**About this exercise**
All lines with the word "JUNIPER" in the material below are required.

== Dataset excerpts ==

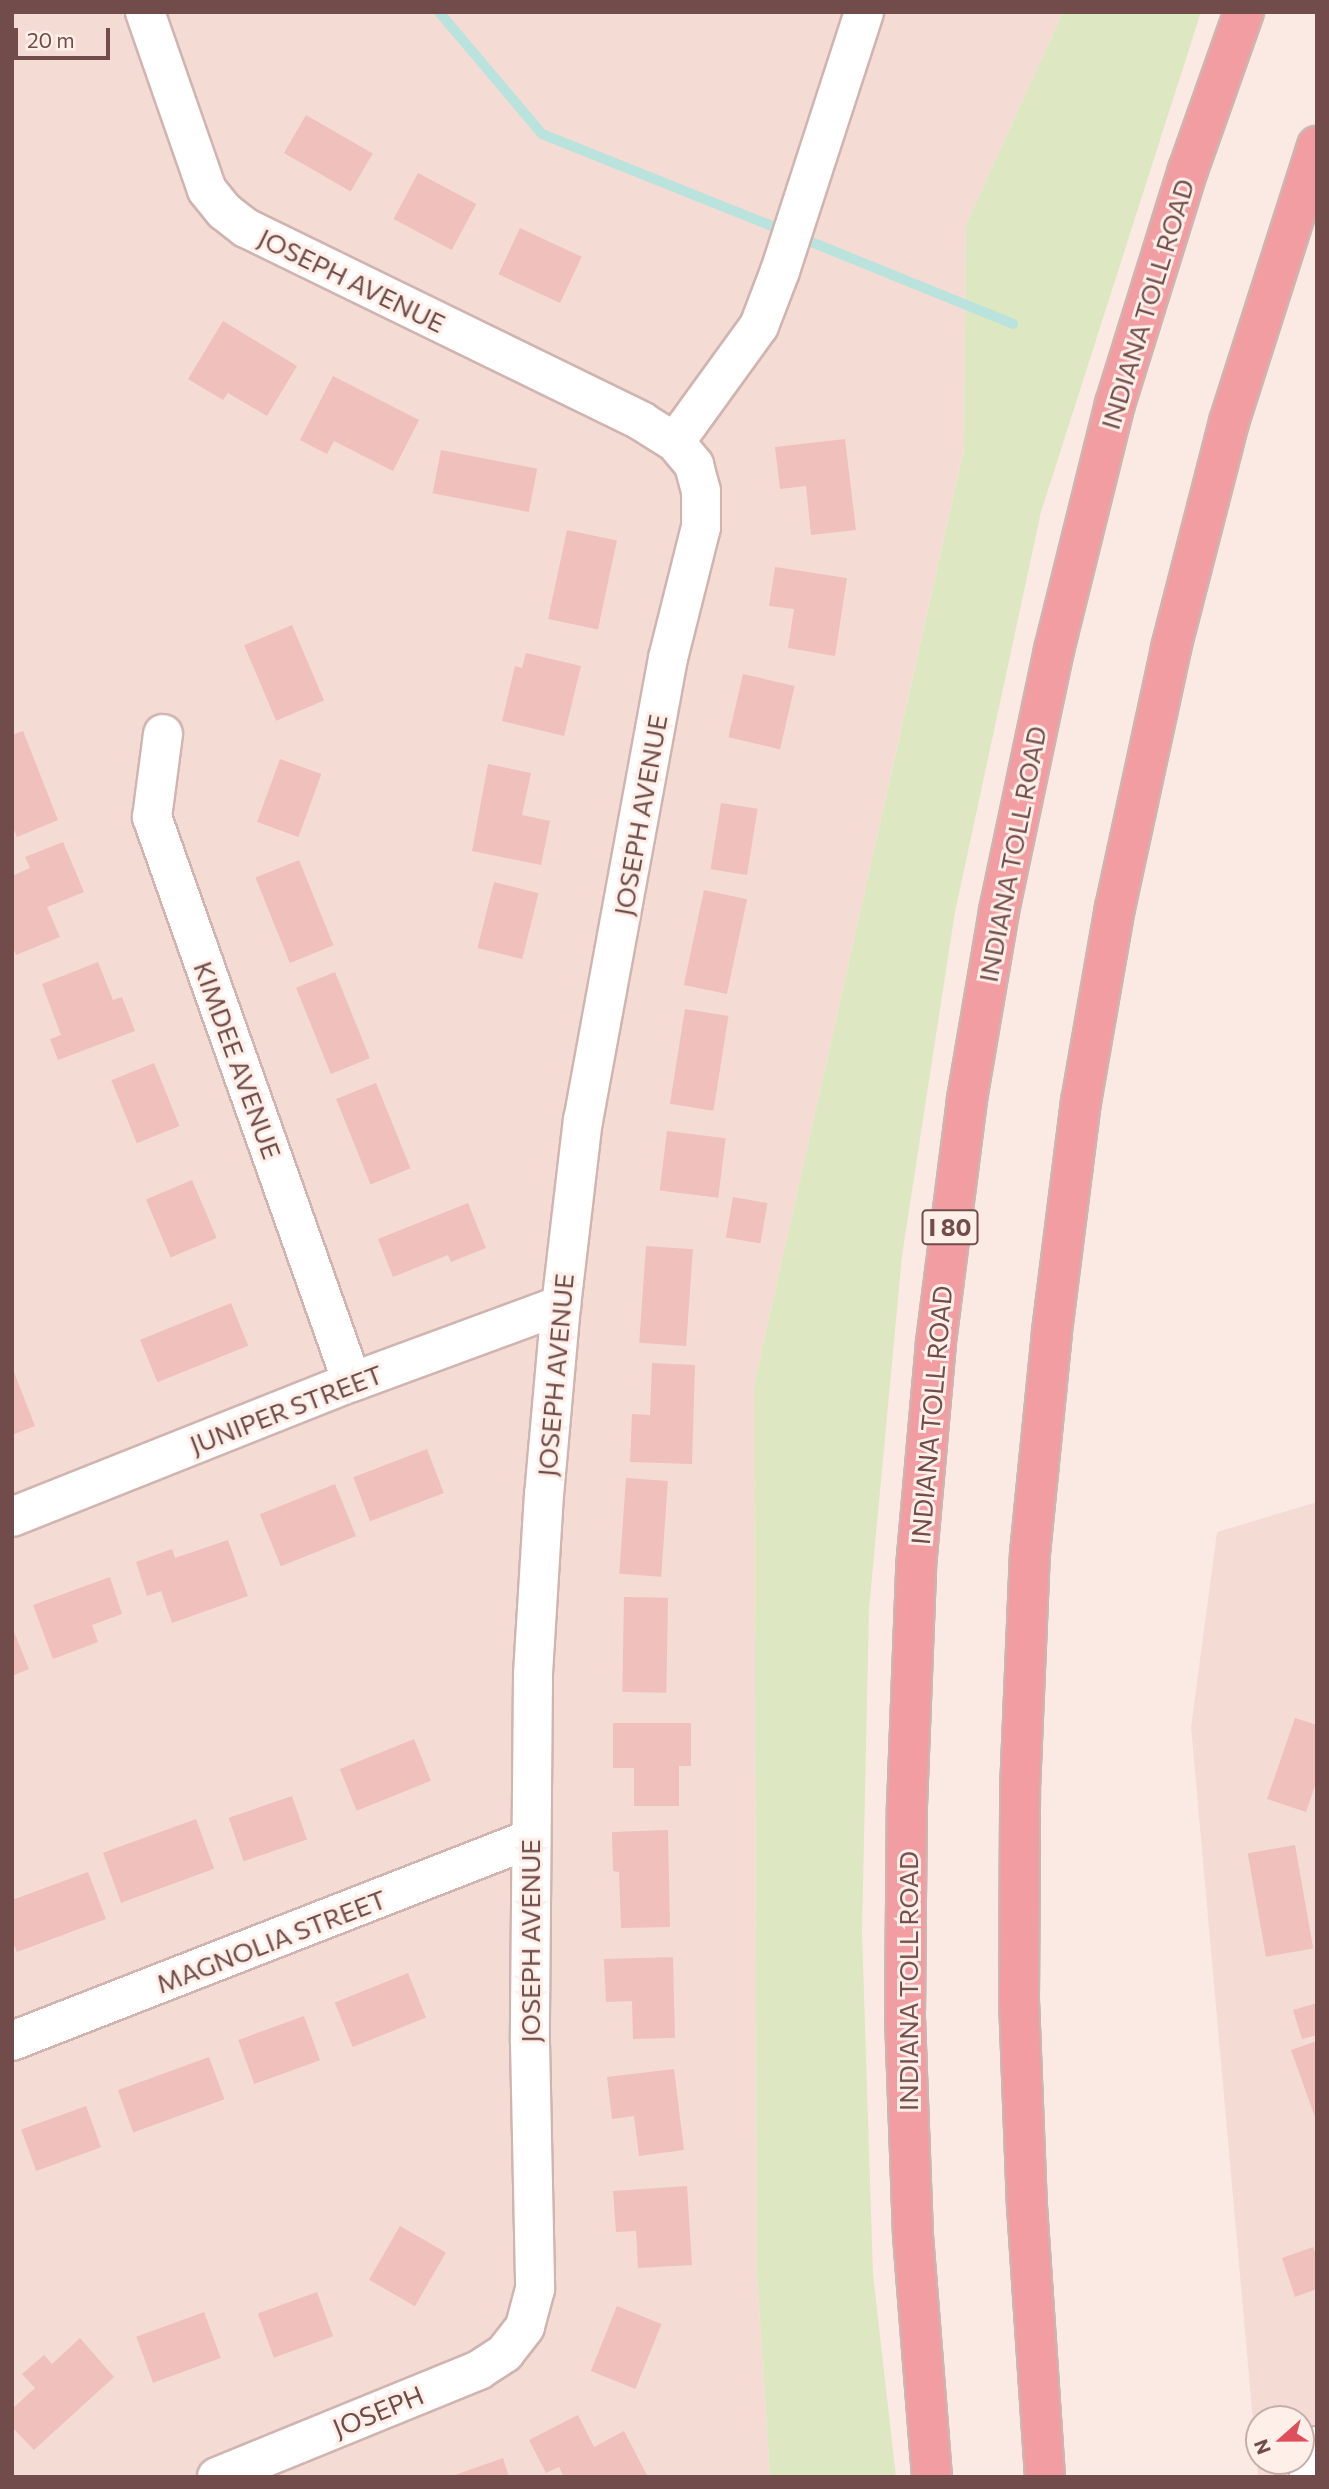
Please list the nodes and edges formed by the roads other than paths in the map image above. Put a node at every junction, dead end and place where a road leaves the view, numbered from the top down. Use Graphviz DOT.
graph roads {
  1 [pos="145,12"];
  2 [pos="864,12"];
  3 [pos="1244,12"];
  4 [pos="1317,146"];
  5 [pos="676,442"];
  6 [pos="163,734"];
  7 [pos="561,1305"];
  8 [pos="352,1382"];
  9 [pos="12,1517"];
  10 [pos="530,1839"];
  11 [pos="12,2041"];
  12 [pos="525,2326"];
  13 [pos="1317,2446"];
  14 [pos="217,2477"];
  15 [pos="932,2477"];
  16 [pos="1045,2477"];
  17 [pos="1309,2477"];
  1 -- 5 [label="street, JOSEPH AVENUE"];
  2 -- 5 [label="street"];
  3 -- 15 [label="highway, INDIANA TOLL ROAD / I 80"];
  4 -- 16 [label="highway"];
  5 -- 7 [label="street, JOSEPH AVENUE"];
  6 -- 8 [label="street, KIMDEE AVENUE"];
  7 -- 8 [label="street, JUNIPER STREET"];
  7 -- 10 [label="street, JOSEPH AVENUE"];
  8 -- 9 [label="street, JUNIPER STREET"];
  10 -- 11 [label="street, MAGNOLIA STREET"];
  10 -- 12 [label="street, JOSEPH AVENUE"];
  12 -- 14 [label="street, JOSEPH"];
  13 -- 17 [label="street"];
}
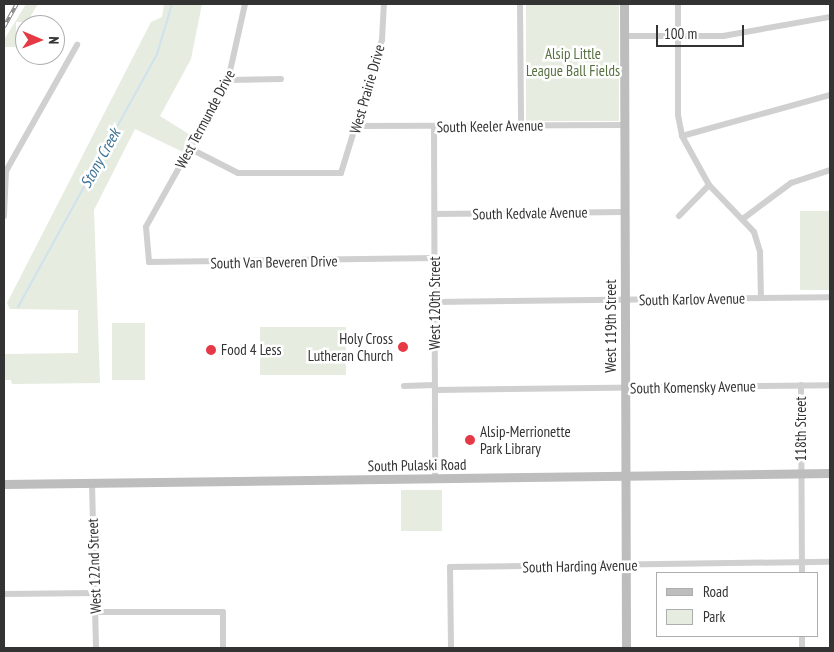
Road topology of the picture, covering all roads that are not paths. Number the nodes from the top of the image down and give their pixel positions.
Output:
1 (245, 4) edge
2 (384, 4) edge
3 (520, 4) edge
4 (624, 4) edge
5 (678, 4) edge
6 (830, 17) edge
7 (678, 35) junction
8 (624, 36) junction
9 (77, 45) dead end
10 (282, 78) dead end
11 (228, 80) junction
12 (830, 95) edge
13 (624, 125) junction
14 (356, 126) junction
15 (521, 126) junction
16 (434, 127) junction
17 (682, 136) junction
18 (189, 148) junction
19 (830, 170) edge
20 (709, 185) junction
21 (625, 212) junction
22 (434, 214) junction
23 (4, 216) edge
24 (679, 216) dead end
25 (744, 218) junction
26 (146, 227) joint
27 (435, 258) junction
28 (830, 297) edge
29 (761, 298) junction
30 (625, 300) junction
31 (435, 302) junction
32 (801, 385) junction
33 (830, 385) edge
34 (404, 386) dead end
35 (435, 388) junction
36 (625, 388) junction
37 (801, 473) junction
38 (830, 473) edge
39 (626, 476) junction
40 (435, 478) junction
41 (92, 483) junction
42 (4, 484) edge
43 (830, 562) edge
44 (802, 563) junction
45 (626, 565) junction
46 (802, 572) edge
47 (96, 593) junction
48 (4, 594) edge
49 (96, 612) junction
50 (96, 648) edge
51 (223, 648) edge
52 (451, 648) edge
53 (626, 648) edge

1 - 11 street, West Termunde Drive
2 - 14 street, West Prairie Drive
3 - 15 street
4 - 8 main road, West 119th Street
5 - 7 street
6 - 7 street
7 - 8 street
7 - 17 street
8 - 13 main road, West 119th Street
9 - 23 street
10 - 11 street
11 - 18 street, West Termunde Drive
12 - 17 street
13 - 15 street, South Keeler Avenue
13 - 21 main road, West 119th Street
14 - 16 street, South Keeler Avenue
14 - 18 street, West Prairie Drive
15 - 16 street, South Keeler Avenue
16 - 22 street, West 120th Street
17 - 20 street
18 - 26 street, West Termunde Drive
19 - 25 street
20 - 24 street
20 - 25 street
21 - 22 street, South Kedvale Avenue
21 - 30 main road, West 119th Street
22 - 27 street, West 120th Street
25 - 29 street
26 - 27 street, South Van Beveren Drive
27 - 31 street, West 120th Street
28 - 29 street, South Karlov Avenue
29 - 30 street, South Karlov Avenue
30 - 31 street, South Karlov Avenue
30 - 36 main road, West 119th Street
31 - 35 street, West 120th Street
32 - 33 street, South Komensky Avenue
32 - 36 street, South Komensky Avenue
32 - 37 street, 118th Street
34 - 35 street, South Komensky Avenue
35 - 36 street, South Komensky Avenue
35 - 40 street, West 120th Street
36 - 39 main road, West 119th Street
37 - 38 main road, South Pulaski Road
37 - 39 main road, South Pulaski Road
37 - 44 street, 118th Street
39 - 40 main road, South Pulaski Road
39 - 45 main road, West 119th Street
40 - 41 main road, South Pulaski Road
41 - 42 main road, South Pulaski Road
41 - 47 street, West 122nd Street
43 - 44 street, South Harding Avenue
44 - 45 street, South Harding Avenue
44 - 46 street, 118th Street
45 - 52 street, South Harding Avenue
45 - 53 main road, West 119th Street
47 - 48 street
47 - 49 street, West 122nd Street
49 - 50 street, West 122nd Street
49 - 51 street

===

**Output for this exercise**
  7 -- 8 [label="street, JUNIPER STREET"];
  8 -- 9 [label="street, JUNIPER STREET"];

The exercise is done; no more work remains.